Supplied entries ->
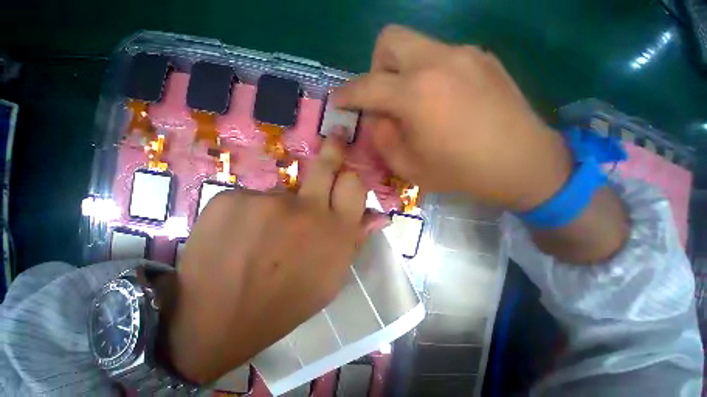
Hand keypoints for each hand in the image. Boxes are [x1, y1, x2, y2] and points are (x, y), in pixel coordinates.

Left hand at [165, 138, 373, 383]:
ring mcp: (267, 201)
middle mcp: (307, 209)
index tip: (347, 171)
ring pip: (282, 191)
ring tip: (263, 237)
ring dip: (280, 206)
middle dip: (334, 150)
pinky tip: (237, 239)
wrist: (217, 321)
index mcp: (336, 232)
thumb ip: (355, 240)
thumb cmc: (285, 303)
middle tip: (337, 138)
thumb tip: (380, 216)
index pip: (354, 185)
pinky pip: (249, 197)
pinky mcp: (230, 198)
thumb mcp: (331, 277)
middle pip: (326, 166)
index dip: (351, 177)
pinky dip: (248, 214)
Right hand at [335, 25, 571, 210]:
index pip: (366, 86)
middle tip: (384, 98)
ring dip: (403, 72)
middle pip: (389, 40)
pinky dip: (429, 74)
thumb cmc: (459, 172)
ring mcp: (464, 54)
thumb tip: (376, 117)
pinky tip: (443, 101)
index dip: (347, 94)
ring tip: (415, 104)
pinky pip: (441, 56)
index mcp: (416, 94)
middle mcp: (438, 61)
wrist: (521, 163)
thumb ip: (383, 139)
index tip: (339, 102)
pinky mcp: (483, 57)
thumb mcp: (408, 167)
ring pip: (416, 46)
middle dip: (376, 68)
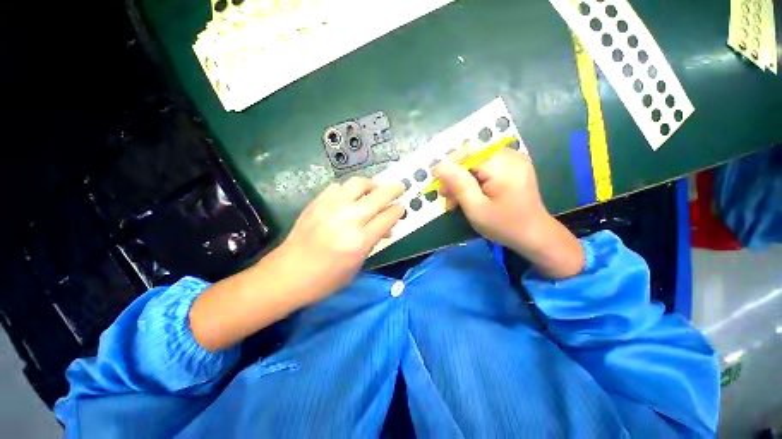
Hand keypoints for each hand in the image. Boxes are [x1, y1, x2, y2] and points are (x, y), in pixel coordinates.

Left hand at [278, 177, 404, 302]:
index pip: (387, 217)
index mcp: (359, 241)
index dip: (398, 210)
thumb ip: (373, 242)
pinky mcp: (316, 203)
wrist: (287, 274)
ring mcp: (330, 208)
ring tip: (375, 189)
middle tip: (400, 188)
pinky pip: (338, 187)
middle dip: (393, 190)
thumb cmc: (326, 279)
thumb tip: (387, 228)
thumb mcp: (356, 265)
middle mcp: (347, 219)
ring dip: (371, 184)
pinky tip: (349, 197)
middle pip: (378, 196)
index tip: (402, 207)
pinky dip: (348, 189)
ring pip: (357, 184)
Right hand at [435, 145, 583, 278]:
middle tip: (445, 195)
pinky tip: (469, 194)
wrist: (534, 235)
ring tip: (454, 199)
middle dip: (455, 174)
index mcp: (503, 165)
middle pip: (472, 154)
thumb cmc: (504, 225)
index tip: (437, 182)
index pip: (468, 150)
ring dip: (462, 178)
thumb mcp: (476, 208)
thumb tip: (439, 166)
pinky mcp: (513, 167)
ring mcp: (514, 160)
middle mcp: (511, 156)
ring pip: (477, 161)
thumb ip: (458, 184)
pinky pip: (486, 166)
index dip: (449, 163)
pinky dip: (474, 179)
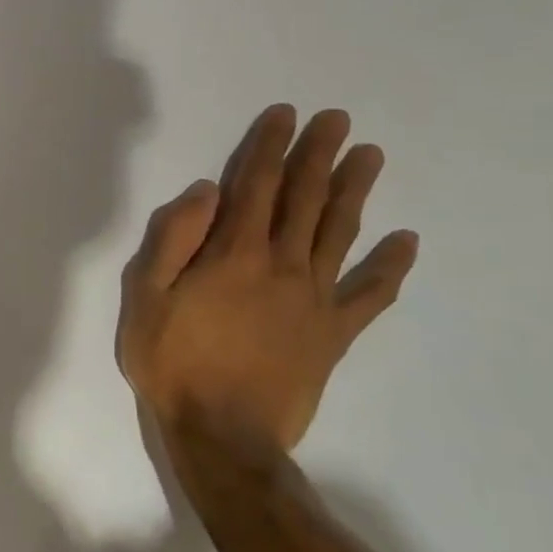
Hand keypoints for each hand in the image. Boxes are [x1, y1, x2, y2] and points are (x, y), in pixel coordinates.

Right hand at [117, 104, 417, 477]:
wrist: (223, 436)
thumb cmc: (173, 364)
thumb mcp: (146, 300)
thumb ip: (173, 241)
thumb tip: (205, 192)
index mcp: (234, 254)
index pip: (255, 186)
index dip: (270, 147)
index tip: (285, 115)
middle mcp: (281, 265)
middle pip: (304, 199)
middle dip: (319, 155)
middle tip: (338, 120)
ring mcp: (315, 299)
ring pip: (340, 233)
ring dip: (355, 191)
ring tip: (370, 156)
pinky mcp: (334, 334)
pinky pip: (369, 295)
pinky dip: (390, 269)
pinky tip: (407, 243)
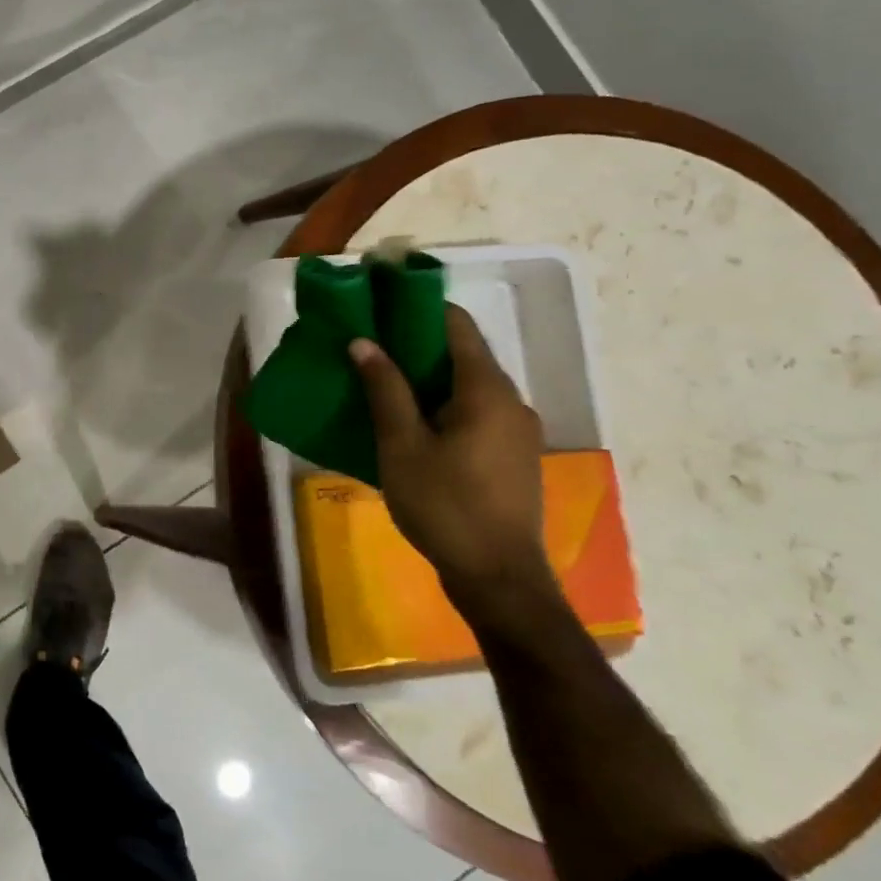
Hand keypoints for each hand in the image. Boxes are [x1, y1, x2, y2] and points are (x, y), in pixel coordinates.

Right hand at [350, 306, 553, 611]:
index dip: (419, 308)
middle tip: (370, 345)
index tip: (381, 303)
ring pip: (469, 386)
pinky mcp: (513, 455)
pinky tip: (411, 423)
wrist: (498, 577)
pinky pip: (476, 412)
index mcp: (487, 391)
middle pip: (463, 354)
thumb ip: (384, 390)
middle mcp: (511, 401)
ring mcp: (517, 431)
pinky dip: (443, 404)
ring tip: (382, 382)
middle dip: (416, 344)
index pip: (457, 326)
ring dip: (428, 378)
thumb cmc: (445, 505)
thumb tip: (364, 341)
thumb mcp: (402, 446)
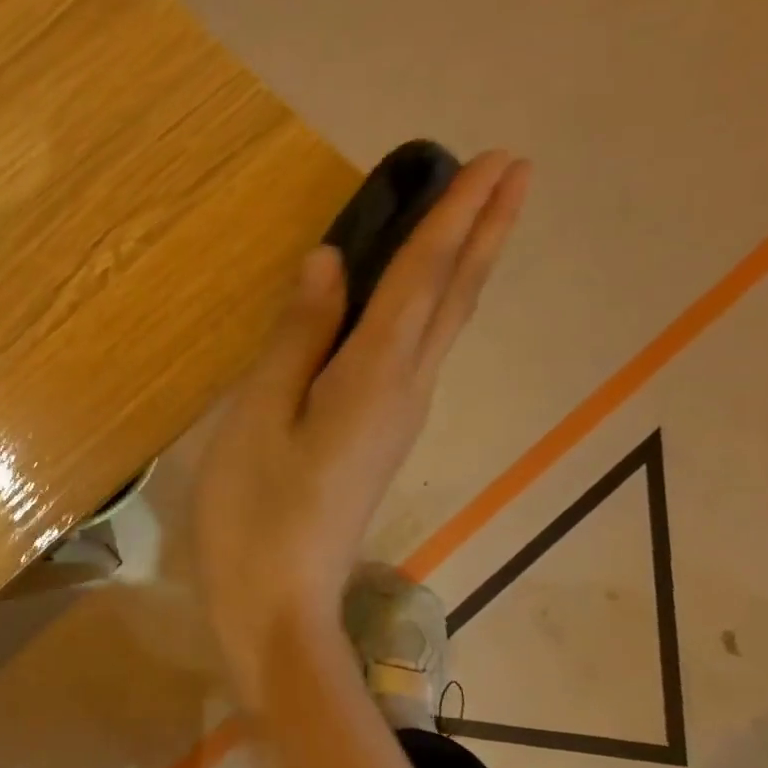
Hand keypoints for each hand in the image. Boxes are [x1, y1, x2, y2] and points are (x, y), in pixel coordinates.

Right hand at [193, 151, 529, 707]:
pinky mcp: (381, 438)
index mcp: (372, 379)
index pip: (420, 280)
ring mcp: (397, 418)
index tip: (493, 161)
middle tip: (513, 171)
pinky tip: (425, 298)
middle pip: (453, 299)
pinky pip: (418, 353)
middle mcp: (403, 391)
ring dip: (466, 266)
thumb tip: (330, 262)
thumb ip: (297, 339)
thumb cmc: (254, 512)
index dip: (452, 218)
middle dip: (483, 231)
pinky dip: (434, 307)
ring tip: (479, 218)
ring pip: (444, 327)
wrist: (278, 606)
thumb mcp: (260, 418)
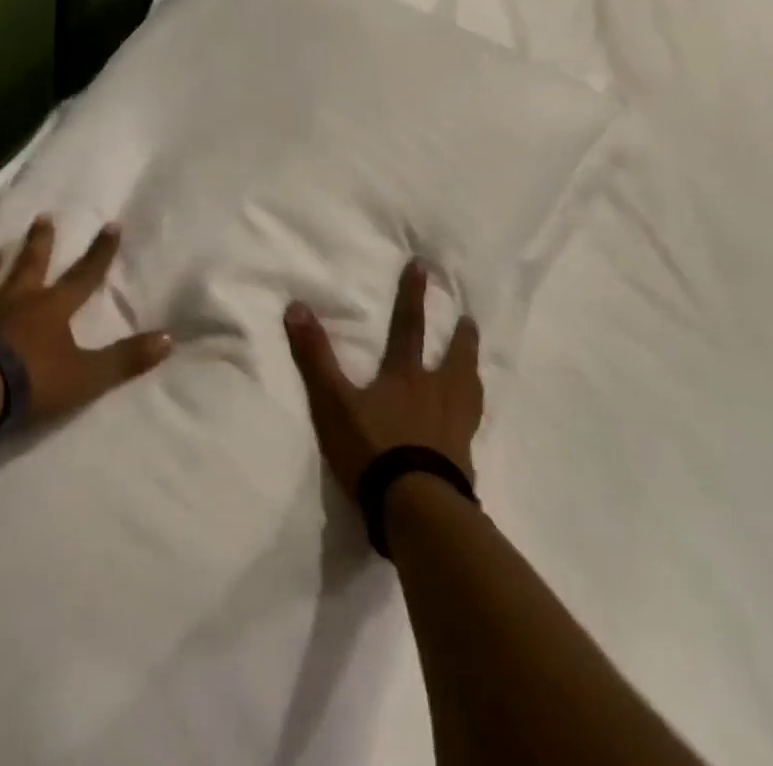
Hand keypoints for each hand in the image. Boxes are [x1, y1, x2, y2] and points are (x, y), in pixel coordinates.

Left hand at [0, 215, 172, 426]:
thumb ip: (125, 359)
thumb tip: (170, 339)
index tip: (111, 224)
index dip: (100, 252)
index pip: (84, 275)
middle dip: (40, 242)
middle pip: (30, 265)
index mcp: (51, 309)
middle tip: (43, 218)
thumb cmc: (29, 381)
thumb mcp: (86, 376)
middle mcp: (14, 301)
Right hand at [284, 259, 483, 494]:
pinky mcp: (464, 459)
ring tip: (476, 366)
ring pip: (469, 390)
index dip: (413, 295)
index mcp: (405, 375)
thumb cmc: (373, 448)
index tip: (423, 267)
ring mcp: (455, 427)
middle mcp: (436, 393)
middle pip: (454, 358)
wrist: (416, 506)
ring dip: (472, 371)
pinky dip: (472, 415)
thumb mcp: (333, 401)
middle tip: (470, 320)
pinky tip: (472, 422)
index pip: (409, 326)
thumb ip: (315, 356)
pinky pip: (472, 427)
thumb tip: (296, 306)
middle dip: (460, 337)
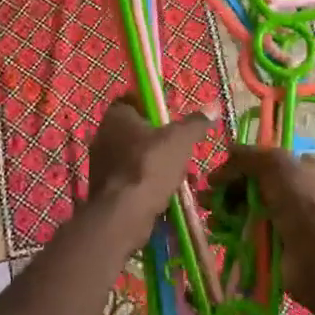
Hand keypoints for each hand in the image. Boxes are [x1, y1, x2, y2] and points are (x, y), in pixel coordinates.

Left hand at [86, 96, 216, 227]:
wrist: (123, 213)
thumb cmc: (150, 165)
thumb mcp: (180, 140)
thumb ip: (195, 123)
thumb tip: (213, 107)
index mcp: (116, 115)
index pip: (135, 101)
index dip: (155, 109)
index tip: (174, 121)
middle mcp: (103, 135)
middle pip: (138, 132)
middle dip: (162, 142)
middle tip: (182, 152)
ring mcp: (101, 163)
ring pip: (137, 158)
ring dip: (158, 166)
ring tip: (181, 178)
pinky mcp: (104, 188)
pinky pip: (131, 179)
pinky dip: (148, 184)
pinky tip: (166, 195)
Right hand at [207, 145, 314, 314]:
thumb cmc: (302, 204)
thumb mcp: (276, 165)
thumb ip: (250, 156)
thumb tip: (229, 149)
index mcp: (306, 169)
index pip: (267, 161)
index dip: (242, 164)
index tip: (219, 172)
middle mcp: (299, 193)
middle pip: (255, 184)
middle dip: (228, 188)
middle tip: (206, 194)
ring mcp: (288, 221)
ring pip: (249, 209)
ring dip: (225, 208)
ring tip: (208, 212)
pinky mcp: (276, 246)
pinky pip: (249, 232)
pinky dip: (231, 229)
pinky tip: (217, 228)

About this task ->
The records above are to be restated word for word, excluding all pictures.

Final answer ->
Hand keypoints for each hand in the image. Boxes are [x1, y1, x2, y2] and points are (x, y), in pixel coordinates.

Left hand at [165, 138, 373, 383]:
ring mcp: (267, 201)
middle mcp: (307, 209)
index tip: (347, 171)
ring pip: (282, 191)
ring tip: (263, 237)
ring dip: (280, 206)
middle dip: (334, 150)
pinky tip: (237, 239)
wrist: (217, 321)
index mcp: (336, 232)
thumb ip: (355, 240)
thumb cmc: (285, 303)
middle tip: (337, 138)
thumb tip: (380, 216)
index pip: (354, 185)
pinky pip: (249, 197)
pinky mcp: (230, 198)
thumb mcp: (331, 277)
middle pip: (326, 166)
index dip: (351, 177)
pinky dip: (248, 214)
Right hand at [335, 25, 571, 210]:
index pip: (366, 86)
middle tip: (384, 98)
ring dip: (403, 72)
middle pip: (389, 40)
pinky dip: (429, 74)
thumb cmc: (459, 172)
ring mcp: (464, 54)
thumb tip: (376, 117)
pinky tip: (443, 101)
index dip: (347, 94)
ring tip: (415, 104)
pinky pip: (441, 56)
index mcp: (416, 94)
middle mcp: (438, 61)
wrist: (521, 163)
thumb ip: (383, 139)
index tip: (339, 102)
pinky mcp: (483, 57)
thumb mcp: (408, 167)
ring pip: (416, 46)
middle dip: (376, 68)
Hand keypoints for each hand in the image. Boxes are [x1, y1, x2, y2] and points are (x, y), in pixel coordinates.

Left hand at [278, 177, 404, 302]:
index pip: (387, 217)
index mcp: (359, 241)
index dip: (398, 210)
thumb ip: (373, 242)
pinky mcp: (316, 203)
wrist: (287, 274)
ring mcp: (330, 208)
ring tip: (375, 189)
middle tip: (400, 188)
pinky pip: (338, 187)
middle dip: (393, 190)
thumb cmc: (326, 279)
thumb tip: (387, 228)
thumb mcp: (356, 265)
middle mcp: (347, 219)
ring dip: (371, 184)
pinky tip: (349, 197)
middle pip: (378, 196)
index tip: (402, 207)
pinky dip: (348, 189)
ring pip: (357, 184)
Right hand at [435, 145, 583, 278]:
middle tip: (445, 195)
pinky tip: (469, 194)
wrist: (534, 235)
ring tip: (454, 199)
middle dip: (455, 174)
index mcp: (503, 165)
middle pip: (472, 154)
thumb cmc: (504, 225)
index tip: (437, 182)
index pip: (468, 150)
ring dip: (462, 178)
thumb mcp: (476, 208)
thumb tip: (439, 166)
pinky mcp: (513, 167)
ring mcp: (514, 160)
middle mcp: (511, 156)
ring pip: (477, 161)
thumb ip: (458, 184)
pinky pip: (486, 166)
index dip: (449, 163)
pinky dip: (474, 179)
Hand keypoints for each hand in the image. Boxes are [x1, y1, x2, y2] and points are (x, y), in pixel coordinates.

Right hand at [117, 104, 417, 477]:
wrist: (223, 436)
thumb cmc: (173, 364)
thumb mcp: (146, 300)
thumb ip: (173, 241)
thumb tip: (205, 192)
index mcp: (234, 254)
index pip: (255, 186)
index dip: (270, 147)
index tip: (285, 115)
middle mcp: (281, 265)
middle pip: (304, 199)
middle dip: (319, 155)
middle tip: (338, 120)
ring mcp: (315, 299)
ring pip: (340, 233)
ring dip: (355, 191)
ring tip: (370, 156)
pinky mcp: (334, 334)
pinky pip: (369, 295)
pinky dip: (390, 269)
pinky tip: (407, 243)
Hand keypoints for each hand in the image. Boxes are [x1, y1, x2, y2] and points are (x, y), in pixel coordinates.

Right hand at [350, 306, 553, 611]:
index dip: (419, 308)
middle tip: (370, 345)
index tip: (381, 303)
ring pip: (469, 386)
pinky mcp: (513, 455)
pinky tip: (411, 423)
wrist: (498, 577)
pinky pip: (476, 412)
index mcp: (487, 391)
middle pip: (463, 354)
thumb ip: (384, 390)
middle mcp: (511, 401)
ring mcp: (517, 431)
pinky dip: (443, 404)
ring tip: (382, 382)
middle dip: (416, 344)
index pip: (457, 326)
ring dip: (428, 378)
thumb cmc: (445, 505)
thumb tip: (364, 341)
thumb mcp: (402, 446)
Hand keypoints for each hand in the image. Boxes are [x1, y1, x2, y2] and points are (x, y), in pixel coordinates.

Right hand at [193, 151, 529, 707]:
pinky mcp: (381, 438)
index mcp: (372, 379)
index pip: (420, 280)
ring mcp: (397, 418)
index tip: (493, 161)
middle tip: (513, 171)
pinky tip: (425, 298)
middle pip: (453, 299)
pinky pip: (418, 353)
middle mcp: (403, 391)
ring dip: (466, 266)
thumb tip: (330, 262)
thumb ip: (297, 339)
thumb cmc: (254, 512)
index dip: (452, 218)
middle dip: (483, 231)
pinky dip: (434, 307)
ring tip: (479, 218)
ring pip: (444, 327)
wrist: (278, 606)
thumb mcp: (260, 418)
Hand keypoints for each hand in the image. Boxes are [x1, y1, x2, y2] and points are (x, y), in pixel coordinates.

Left hand at [0, 215, 172, 426]:
thumb ip: (125, 359)
thumb tip: (170, 339)
index tip: (111, 224)
index dip: (100, 252)
index pip: (84, 275)
middle dip: (40, 242)
middle pip: (30, 265)
index mcp: (51, 309)
middle tip: (43, 218)
thumb cmc: (29, 381)
thumb mcp: (86, 376)
middle mcp: (14, 301)
Right hand at [284, 259, 483, 494]:
pinky mcp: (464, 459)
ring tip: (476, 366)
ring pip: (469, 390)
index dip: (413, 295)
index mcp: (405, 375)
thumb cmc: (373, 448)
index tip: (423, 267)
ring mcp: (455, 427)
middle mcp: (436, 393)
middle pip: (454, 358)
wrist: (416, 506)
ring dip: (472, 371)
pinky dip: (472, 415)
thumb mcp: (333, 401)
middle tip: (470, 320)
pinky tip: (472, 422)
index pip: (409, 326)
thumb ip: (315, 356)
pinky pip: (472, 427)
thumb tip: (296, 306)
middle dip: (460, 337)
Hand keypoints for each hand in the image. Boxes are [x1, y1, x2, y2] and points are (x, y), in pixel coordinates.

Left hand at [86, 96, 216, 227]:
wrist: (123, 213)
thumb cmc: (150, 165)
thumb mcp: (180, 140)
thumb ip: (195, 123)
thumb tip: (213, 107)
index mcp: (116, 115)
index pip: (135, 101)
index dip: (155, 109)
index tip: (174, 121)
middle mcp: (103, 135)
middle pip: (138, 132)
middle dip: (162, 142)
middle tip: (182, 152)
ring mcp: (101, 163)
ring pip: (137, 158)
ring dip: (158, 166)
ring tip: (181, 178)
pinky mcp: (104, 188)
pinky pip: (131, 179)
pinky dip: (148, 184)
pinky tip: (166, 195)
Right hand at [207, 145, 314, 314]:
thumb cmc: (302, 204)
thumb mcp: (276, 165)
thumb ip: (250, 156)
thumb tip: (229, 149)
index mcp: (306, 169)
index pip: (267, 161)
index dip: (242, 164)
index tip: (219, 172)
middle mcp: (299, 193)
middle pip: (255, 184)
middle dip: (228, 188)
middle tip: (206, 194)
ring mcp: (288, 221)
ring pip: (249, 209)
ring dip: (225, 208)
ring tip: (208, 212)
pinky mcp: (276, 246)
pinky pip: (249, 232)
pinky dip: (231, 229)
pinky tip: (217, 228)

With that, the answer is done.